The 'multisig transactions look like single-sig' you're talking about is the result of the transaction using a Tapscript instead of plainly storing them in the ScriptPubKey.
Schnorr signatures will not prevent blockchain analysis from finding out that you are moving coins from address A to address B. These two technologies are on two different layers of privacy.
quantumbearHero Member
Posts: 411 · Reputation: 2212
#4Aug 19, 2020, 03:52 AM
He is not talking about now but if Taproot can be developed into acting as something like a mixer in the future. I have read in the past that bitcoin developers can make Taproot transactions to like coinjoin. But I do not think this is what the developers want it to be. Even it is developed in a way that only singlesig wallets are having Taproot wallets, instead for the developers to make Taproot multisig wallets which will still have the same fee. I do not know why Taproot should have being for singlesig instead of multisig when the multisig will still function like singlesig with same transaction fee.
What you are talking about (coinjoin, mixer) is a different approach to what Taproot is trying to do.
Taproot is trying to (eventually on a large scale) support multiple parties sending their own coins using the same address.
Whereas Coinjoins are when you take multiple normal addresses and make many of them inputs and outputs.
Commercial software already recognizes most kinds of coinjoins and considers them to be of the 'mixer' category. It would be different for Taproot as everything would be encoded in one transaction but said transaction would have to be created with special software since none of the existing wallets such as Core, Sparrow support that yet (without jumping through hoops).

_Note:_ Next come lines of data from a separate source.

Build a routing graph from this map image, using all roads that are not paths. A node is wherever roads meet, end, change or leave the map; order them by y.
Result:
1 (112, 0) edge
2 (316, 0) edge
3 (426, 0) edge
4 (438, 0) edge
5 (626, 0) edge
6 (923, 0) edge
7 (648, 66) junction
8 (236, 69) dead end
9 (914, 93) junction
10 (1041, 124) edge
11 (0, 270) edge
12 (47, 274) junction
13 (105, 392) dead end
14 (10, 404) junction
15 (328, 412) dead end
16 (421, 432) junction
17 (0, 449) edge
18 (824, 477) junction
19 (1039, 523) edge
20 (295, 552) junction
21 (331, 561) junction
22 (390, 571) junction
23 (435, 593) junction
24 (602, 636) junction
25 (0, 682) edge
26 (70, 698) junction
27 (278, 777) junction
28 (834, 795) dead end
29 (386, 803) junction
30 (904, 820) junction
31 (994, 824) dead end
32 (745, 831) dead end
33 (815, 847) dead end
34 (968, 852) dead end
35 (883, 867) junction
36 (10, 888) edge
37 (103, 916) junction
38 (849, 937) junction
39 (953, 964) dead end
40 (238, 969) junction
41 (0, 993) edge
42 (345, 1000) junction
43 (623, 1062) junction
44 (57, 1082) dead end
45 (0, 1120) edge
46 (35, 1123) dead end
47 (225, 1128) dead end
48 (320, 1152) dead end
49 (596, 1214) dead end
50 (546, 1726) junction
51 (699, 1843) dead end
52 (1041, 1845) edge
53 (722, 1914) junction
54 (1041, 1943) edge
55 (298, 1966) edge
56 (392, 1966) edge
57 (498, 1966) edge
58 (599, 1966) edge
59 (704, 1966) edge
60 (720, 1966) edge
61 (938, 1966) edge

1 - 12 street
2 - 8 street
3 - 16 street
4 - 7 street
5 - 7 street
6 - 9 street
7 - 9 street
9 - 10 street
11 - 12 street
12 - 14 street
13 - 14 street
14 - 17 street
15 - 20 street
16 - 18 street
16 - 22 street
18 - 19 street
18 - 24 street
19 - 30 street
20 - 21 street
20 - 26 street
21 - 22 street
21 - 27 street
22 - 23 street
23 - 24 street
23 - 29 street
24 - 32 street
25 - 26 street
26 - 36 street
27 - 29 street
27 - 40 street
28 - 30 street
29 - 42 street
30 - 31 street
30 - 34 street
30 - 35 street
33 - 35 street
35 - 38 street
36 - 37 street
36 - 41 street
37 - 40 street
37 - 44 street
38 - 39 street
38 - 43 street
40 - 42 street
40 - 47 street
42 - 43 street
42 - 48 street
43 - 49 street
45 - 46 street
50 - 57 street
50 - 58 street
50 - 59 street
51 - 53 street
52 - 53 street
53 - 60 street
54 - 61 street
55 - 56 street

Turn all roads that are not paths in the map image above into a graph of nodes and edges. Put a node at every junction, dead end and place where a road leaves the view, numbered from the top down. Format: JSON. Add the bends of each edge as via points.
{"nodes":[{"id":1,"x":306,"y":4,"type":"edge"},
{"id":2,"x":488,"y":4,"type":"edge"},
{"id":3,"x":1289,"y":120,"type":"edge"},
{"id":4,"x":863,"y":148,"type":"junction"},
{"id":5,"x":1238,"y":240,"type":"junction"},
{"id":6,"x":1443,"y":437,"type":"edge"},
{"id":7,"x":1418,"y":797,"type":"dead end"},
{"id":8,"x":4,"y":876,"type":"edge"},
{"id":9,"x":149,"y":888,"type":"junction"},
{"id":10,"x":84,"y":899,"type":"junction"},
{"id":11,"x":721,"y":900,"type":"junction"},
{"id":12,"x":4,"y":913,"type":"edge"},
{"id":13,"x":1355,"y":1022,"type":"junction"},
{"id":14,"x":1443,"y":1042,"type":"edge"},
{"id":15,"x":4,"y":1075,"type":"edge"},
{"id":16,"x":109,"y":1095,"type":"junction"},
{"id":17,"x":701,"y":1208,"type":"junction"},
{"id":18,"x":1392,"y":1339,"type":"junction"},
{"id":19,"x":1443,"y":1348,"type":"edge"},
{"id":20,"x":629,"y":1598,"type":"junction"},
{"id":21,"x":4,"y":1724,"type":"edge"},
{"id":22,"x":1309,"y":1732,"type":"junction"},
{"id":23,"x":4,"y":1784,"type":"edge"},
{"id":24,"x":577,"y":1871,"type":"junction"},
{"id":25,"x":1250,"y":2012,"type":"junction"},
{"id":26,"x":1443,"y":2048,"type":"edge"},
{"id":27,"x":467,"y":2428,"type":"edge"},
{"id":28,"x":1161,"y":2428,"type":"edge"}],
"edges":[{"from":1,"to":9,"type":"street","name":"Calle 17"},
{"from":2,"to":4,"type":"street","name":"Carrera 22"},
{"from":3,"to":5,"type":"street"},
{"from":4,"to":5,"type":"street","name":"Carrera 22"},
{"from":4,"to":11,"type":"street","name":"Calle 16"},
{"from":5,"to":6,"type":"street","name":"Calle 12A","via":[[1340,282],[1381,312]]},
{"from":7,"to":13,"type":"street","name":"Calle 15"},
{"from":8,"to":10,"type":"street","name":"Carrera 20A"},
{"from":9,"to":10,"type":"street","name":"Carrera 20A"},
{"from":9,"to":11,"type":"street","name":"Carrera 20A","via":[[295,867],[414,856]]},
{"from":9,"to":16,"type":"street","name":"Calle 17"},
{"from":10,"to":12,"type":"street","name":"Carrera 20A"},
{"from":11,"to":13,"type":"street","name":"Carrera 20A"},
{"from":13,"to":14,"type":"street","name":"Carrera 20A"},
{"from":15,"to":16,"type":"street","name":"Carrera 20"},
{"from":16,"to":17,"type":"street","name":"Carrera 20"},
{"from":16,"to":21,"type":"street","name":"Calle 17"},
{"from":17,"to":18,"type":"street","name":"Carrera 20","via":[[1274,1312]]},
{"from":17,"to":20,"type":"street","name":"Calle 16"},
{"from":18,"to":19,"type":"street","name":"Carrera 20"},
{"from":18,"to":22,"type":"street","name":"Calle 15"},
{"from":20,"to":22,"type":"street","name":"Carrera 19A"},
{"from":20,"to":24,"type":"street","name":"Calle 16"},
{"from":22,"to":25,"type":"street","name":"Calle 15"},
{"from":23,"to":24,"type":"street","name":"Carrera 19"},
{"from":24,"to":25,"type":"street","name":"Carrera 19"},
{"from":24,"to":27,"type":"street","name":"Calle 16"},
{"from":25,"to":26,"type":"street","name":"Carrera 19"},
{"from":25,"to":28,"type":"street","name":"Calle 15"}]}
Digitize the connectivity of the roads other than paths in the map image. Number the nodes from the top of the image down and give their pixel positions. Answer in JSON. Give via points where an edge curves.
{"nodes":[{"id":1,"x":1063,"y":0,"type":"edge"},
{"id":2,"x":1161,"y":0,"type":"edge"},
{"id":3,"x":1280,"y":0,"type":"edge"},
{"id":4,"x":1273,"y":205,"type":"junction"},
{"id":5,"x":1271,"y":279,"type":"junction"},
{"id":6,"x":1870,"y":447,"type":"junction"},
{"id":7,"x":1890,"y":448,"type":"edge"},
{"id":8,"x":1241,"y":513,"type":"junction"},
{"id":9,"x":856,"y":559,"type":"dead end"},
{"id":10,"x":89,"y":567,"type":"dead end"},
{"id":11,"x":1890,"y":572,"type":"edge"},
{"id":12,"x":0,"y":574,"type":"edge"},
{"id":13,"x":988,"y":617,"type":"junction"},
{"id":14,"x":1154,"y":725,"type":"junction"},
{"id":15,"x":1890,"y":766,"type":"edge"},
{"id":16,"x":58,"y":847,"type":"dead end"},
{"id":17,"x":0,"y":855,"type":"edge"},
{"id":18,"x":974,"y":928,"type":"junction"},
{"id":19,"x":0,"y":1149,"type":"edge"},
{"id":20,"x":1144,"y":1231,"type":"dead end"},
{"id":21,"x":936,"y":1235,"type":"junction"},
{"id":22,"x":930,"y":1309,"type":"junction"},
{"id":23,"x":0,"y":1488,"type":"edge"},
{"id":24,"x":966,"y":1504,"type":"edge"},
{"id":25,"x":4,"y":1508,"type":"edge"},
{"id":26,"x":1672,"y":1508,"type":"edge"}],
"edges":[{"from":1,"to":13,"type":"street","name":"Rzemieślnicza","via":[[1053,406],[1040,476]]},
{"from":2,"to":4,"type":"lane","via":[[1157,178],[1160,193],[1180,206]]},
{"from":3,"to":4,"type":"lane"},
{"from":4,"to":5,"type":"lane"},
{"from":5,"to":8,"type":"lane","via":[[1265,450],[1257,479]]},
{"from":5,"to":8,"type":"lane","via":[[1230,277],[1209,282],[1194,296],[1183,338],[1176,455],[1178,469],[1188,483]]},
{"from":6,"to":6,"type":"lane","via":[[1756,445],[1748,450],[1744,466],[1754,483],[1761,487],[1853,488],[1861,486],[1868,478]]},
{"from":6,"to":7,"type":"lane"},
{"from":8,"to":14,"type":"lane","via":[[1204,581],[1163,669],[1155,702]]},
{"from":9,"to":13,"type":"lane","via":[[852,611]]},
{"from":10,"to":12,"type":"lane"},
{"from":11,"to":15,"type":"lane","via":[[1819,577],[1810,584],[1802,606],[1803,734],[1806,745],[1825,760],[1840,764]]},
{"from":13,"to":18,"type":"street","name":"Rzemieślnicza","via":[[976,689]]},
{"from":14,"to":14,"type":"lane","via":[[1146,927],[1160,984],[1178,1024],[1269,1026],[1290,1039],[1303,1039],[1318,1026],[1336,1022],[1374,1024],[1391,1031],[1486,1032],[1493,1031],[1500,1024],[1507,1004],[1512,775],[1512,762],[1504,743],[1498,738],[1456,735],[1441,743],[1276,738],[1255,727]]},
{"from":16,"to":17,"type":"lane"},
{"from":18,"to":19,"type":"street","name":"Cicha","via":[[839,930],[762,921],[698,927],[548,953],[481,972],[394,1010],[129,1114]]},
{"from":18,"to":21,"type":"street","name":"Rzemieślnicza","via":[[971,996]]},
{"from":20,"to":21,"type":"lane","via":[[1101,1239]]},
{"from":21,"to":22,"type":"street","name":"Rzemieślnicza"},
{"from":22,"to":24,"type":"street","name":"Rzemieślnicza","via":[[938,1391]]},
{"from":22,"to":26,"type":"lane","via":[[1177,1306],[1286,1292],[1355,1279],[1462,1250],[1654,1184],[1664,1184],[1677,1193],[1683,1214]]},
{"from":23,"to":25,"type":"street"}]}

In the context of mixers, because of the few number of software that is capable of creating them, these sort of taproot transactions can easily be fingerprinted to a particular wallet and possibly even OS version if it is not cross-platform.
I guess Taproot multisig sort of acts like a good mixer for now, but only because it's not being used widely so BA hasn't bothered to update its rule engines for it. That also means that unlike coinjoin, you're going to have a hard time finding strangers for doing a multisig taproot transaction. Unless somebody updates Joinmarket to support this kind of mode I guess.
Ok, this is where I got it wrong. I'm learning and asking, sometimes my questions may appear dumb. But I know the forum and its members can accommodate.
To be fair, Schnorr and Mixers can be complementary. Using the two of them may provide you with enough privacy but as explained Schnorr does not obscure the path from where your funds were sent to where it will be received. But hiding multisig into one and using a mixer may make it harder to analyze or trace the path of your funds.
Since Schnorr also helps to reduce transaction size, your fee when using mixers might be reduced as well. However using them both should allow you to consider a few things such as convenience and regulatory compliance. So use at your own risk.